## WORK TO COMPLETE
Find the line in the entries below that contains "cairo_font_options_t *options = cairo_font_options_create();". Repeat it exactly, and every line after it through the line that contains "cairo_set_miter_limit(ctx, 4);".

Collection entries
++++++++++

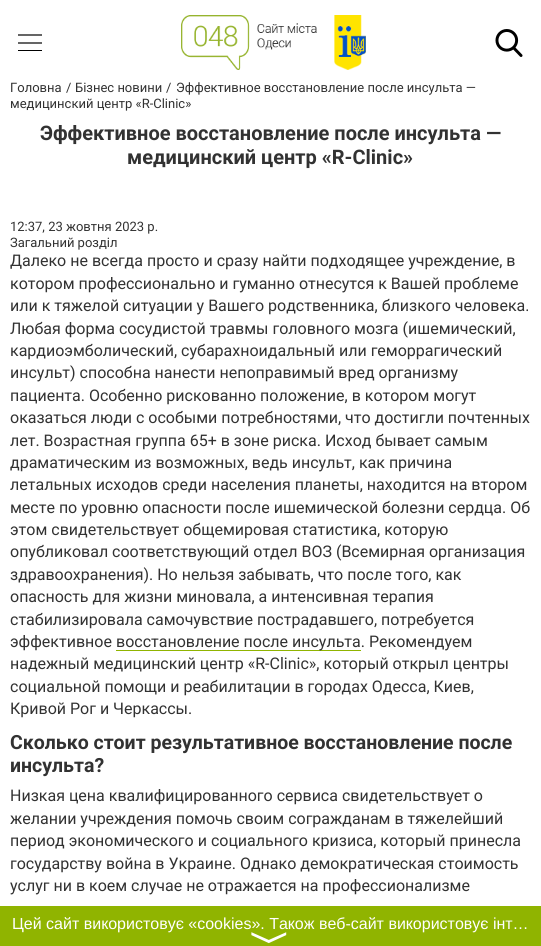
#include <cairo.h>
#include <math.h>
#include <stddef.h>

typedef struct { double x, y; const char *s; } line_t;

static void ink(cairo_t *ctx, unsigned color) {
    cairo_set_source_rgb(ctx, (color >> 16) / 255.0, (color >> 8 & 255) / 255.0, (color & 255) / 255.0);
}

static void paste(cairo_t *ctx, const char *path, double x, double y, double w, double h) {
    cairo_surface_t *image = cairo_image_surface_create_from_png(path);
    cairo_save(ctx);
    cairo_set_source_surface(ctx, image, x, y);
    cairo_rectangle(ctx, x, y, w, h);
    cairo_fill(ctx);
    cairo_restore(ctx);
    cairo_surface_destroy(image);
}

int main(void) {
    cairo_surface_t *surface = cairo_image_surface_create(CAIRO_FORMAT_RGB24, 541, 946);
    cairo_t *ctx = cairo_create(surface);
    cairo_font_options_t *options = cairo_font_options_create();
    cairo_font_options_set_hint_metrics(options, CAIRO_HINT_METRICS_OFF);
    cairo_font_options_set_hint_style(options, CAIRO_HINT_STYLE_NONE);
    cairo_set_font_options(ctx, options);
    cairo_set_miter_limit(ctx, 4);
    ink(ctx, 0xFFFFFF);
    cairo_paint(ctx);
    cairo_new_path(ctx);
    cairo_move_to(ctx, 18, 43);
    cairo_line_to(ctx, 42, 43);
    cairo_move_to(ctx, 18, 35);
    cairo_line_to(ctx, 42, 35);
    ink(ctx, 0x000000);
    cairo_set_line_width(ctx, 1.2);
    cairo_stroke(ctx);
    cairo_rectangle(ctx, 18, 50, 24, 1);
    cairo_fill(ctx);
    paste(ctx, "media/1.png", 181, 15, 185, 55);
    paste(ctx, "media/2.png", 495, 29, 28, 28);
    cairo_select_font_face(ctx, "Roboto", CAIRO_FONT_SLANT_NORMAL, CAIRO_FONT_WEIGHT_NORMAL);
    cairo_set_font_size(ctx, 13);
    ink(ctx, 0x323232);
    {
        static const line_t items[] = {
            {10, 92, "Головна"},
            {66, 92, "/"},
            {75, 92, "Бізнес новини"},
            {166, 92, "/"},
            {176, 92, "Эффективное восстановление после инсульта —"},
            {10, 108, "медицинский центр «R-Clinic»"},
        };
        for (size_t i = 0; i < sizeof items / sizeof *items; i++) {
            cairo_move_to(ctx, items[i].x, items[i].y);
            cairo_show_text(ctx, items[i].s);
        }
    }
    cairo_select_font_face(ctx, "Roboto", CAIRO_FONT_SLANT_NORMAL, CAIRO_FONT_WEIGHT_BOLD);
    cairo_set_font_size(ctx, 20);
    cairo_move_to(ctx, 40, 140);
    cairo_show_text(ctx, "Эффективное восстановление после инсульта —");
    cairo_move_to(ctx, 127, 164);
    cairo_show_text(ctx, "медицинский центр «R-Clinic»");
    cairo_select_font_face(ctx, "Roboto", CAIRO_FONT_SLANT_NORMAL, CAIRO_FONT_WEIGHT_NORMAL);
    cairo_set_font_size(ctx, 13);
    cairo_move_to(ctx, 10, 231);
    cairo_show_text(ctx, "12:37, 23 жовтня 2023 р.");
    cairo_move_to(ctx, 10, 247);
    cairo_show_text(ctx, "Загальний розділ");
    cairo_set_font_size(ctx, 16);
    {
        static const line_t items[] = {
            {10, 266, "Далеко не всегда просто и сразу найти подходящее учреждение, в"},
            {10, 289, "котором профессионально и гуманно отнесутся к Вашей проблеме"},
            {10, 311, "или к тяжелой ситуации у Вашего родственника, близкого человека."},
            {10, 334, "Любая форма сосудистой травмы головного мозга (ишемический,"},
            {10, 356, "кардиоэмболический, субарахноидальный или геморрагический"},
            {10, 378, "инсульт) способна нанести непоправимый вред организму"},
            {10, 401, "пациента. Особенно рискованно положение, в котором могут"},
            {10, 423, "оказаться люди с особыми потребностями, что достигли почтенных"},
            {10, 446, "лет. Возрастная группа 65+ в зоне риска. Исход бывает самым"},
            {10, 468, "драматическим из возможных, ведь инсульт, как причина"},
            {10, 490, "летальных исходов среди населения планеты, находится на втором"},
            {10, 513, "месте по уровню опасности после ишемической болезни сердца. Об"},
            {10, 535, "этом свидетельствует общемировая статистика, которую"},
            {10, 557, "опубликовал соответствующий отдел ВОЗ (Всемирная организация"},
            {10, 580, "здравоохранения). Но нельзя забывать, что после того, как"},
            {10, 602, "опасность для жизни миновала, а интенсивная терапия"},
            {10, 625, "стабилизировала самочувствие пострадавшего, потребуется"},
            {10, 647, "эффективное"},
        };
        for (size_t i = 0; i < sizeof items / sizeof *items; i++) {
            cairo_move_to(ctx, items[i].x, items[i].y);
            cairo_show_text(ctx, items[i].s);
        }
    }
    ink(ctx, 0x90B400);
    cairo_rectangle(ctx, 116, 650, 245, 1);
    cairo_fill(ctx);
    ink(ctx, 0x323232);
    {
        static const line_t items[] = {
            {116, 647, "восстановление после инсульта. Рекомендуем"},
            {10, 669, "надежный медицинский центр «R-Clinic», который открыл центры"},
            {10, 692, "социальной помощи и реабилитации в городах Одесса, Киев,"},
            {10, 714, "Кривой Рог и Черкассы."},
        };
        for (size_t i = 0; i < sizeof items / sizeof *items; i++) {
            cairo_move_to(ctx, items[i].x, items[i].y);
            cairo_show_text(ctx, items[i].s);
        }
    }
    cairo_select_font_face(ctx, "Roboto", CAIRO_FONT_SLANT_NORMAL, CAIRO_FONT_WEIGHT_BOLD);
    cairo_set_font_size(ctx, 19.5);
    cairo_move_to(ctx, 10, 749);
    cairo_show_text(ctx, "Сколько стоит результативное восстановление после");
    cairo_move_to(ctx, 10, 772);
    cairo_show_text(ctx, "инсульта?");
    cairo_select_font_face(ctx, "Roboto", CAIRO_FONT_SLANT_NORMAL, CAIRO_FONT_WEIGHT_NORMAL);
    cairo_set_font_size(ctx, 16);
    {
        static const line_t items[] = {
            {10, 801, "Низкая цена квалифицированного сервиса свидетельствует о"},
            {10, 824, "желании учреждения помочь своим согражданам в тяжелейший"},
            {10, 846, "период экономического и социального кризиса, который принесла"},
            {10, 869, "государству война в Украине. Однако демократическая стоимость"},
            {10, 891, "услуг ни в коем случае не отражается на профессионализме"},
        };
        for (size_t i = 0; i < sizeof items / sizeof *items; i++) {
            cairo_move_to(ctx, items[i].x, items[i].y);
            cairo_show_text(ctx, items[i].s);
        }
    }
    ink(ctx, 0x90B400);
    cairo_rectangle(ctx, 0, 906, 541, 40);
    cairo_fill(ctx);
    cairo_select_font_face(ctx, "Liberation Sans", CAIRO_FONT_SLANT_NORMAL, CAIRO_FONT_WEIGHT_NORMAL);
    ink(ctx, 0xFFFFFF);
    cairo_move_to(ctx, 12, 929);
    cairo_show_text(ctx, "Цей сайт використовує «cookies». Також веб-сайт використовує інт…");
    cairo_select_font_face(ctx, "FreeSans", CAIRO_FONT_SLANT_NORMAL, CAIRO_FONT_WEIGHT_NORMAL);
    cairo_set_font_size(ctx, 40);
    cairo_save(ctx);
    cairo_translate(ctx, 257, 931);
    cairo_rotate(ctx, 90 * M_PI / 180);
    cairo_move_to(ctx, 0, 0);
    cairo_show_text(ctx, "〉");
    cairo_restore(ctx);
    cairo_surface_write_to_png(surface, "image.png");
    cairo_font_options_destroy(options);
    cairo_destroy(ctx);
    cairo_surface_destroy(surface);
    return 0;
}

++++++++++

## PROBLEM SOLUTION
    cairo_font_options_t *options = cairo_font_options_create();
    cairo_font_options_set_hint_metrics(options, CAIRO_HINT_METRICS_OFF);
    cairo_font_options_set_hint_style(options, CAIRO_HINT_STYLE_NONE);
    cairo_set_font_options(ctx, options);
    cairo_set_miter_limit(ctx, 4);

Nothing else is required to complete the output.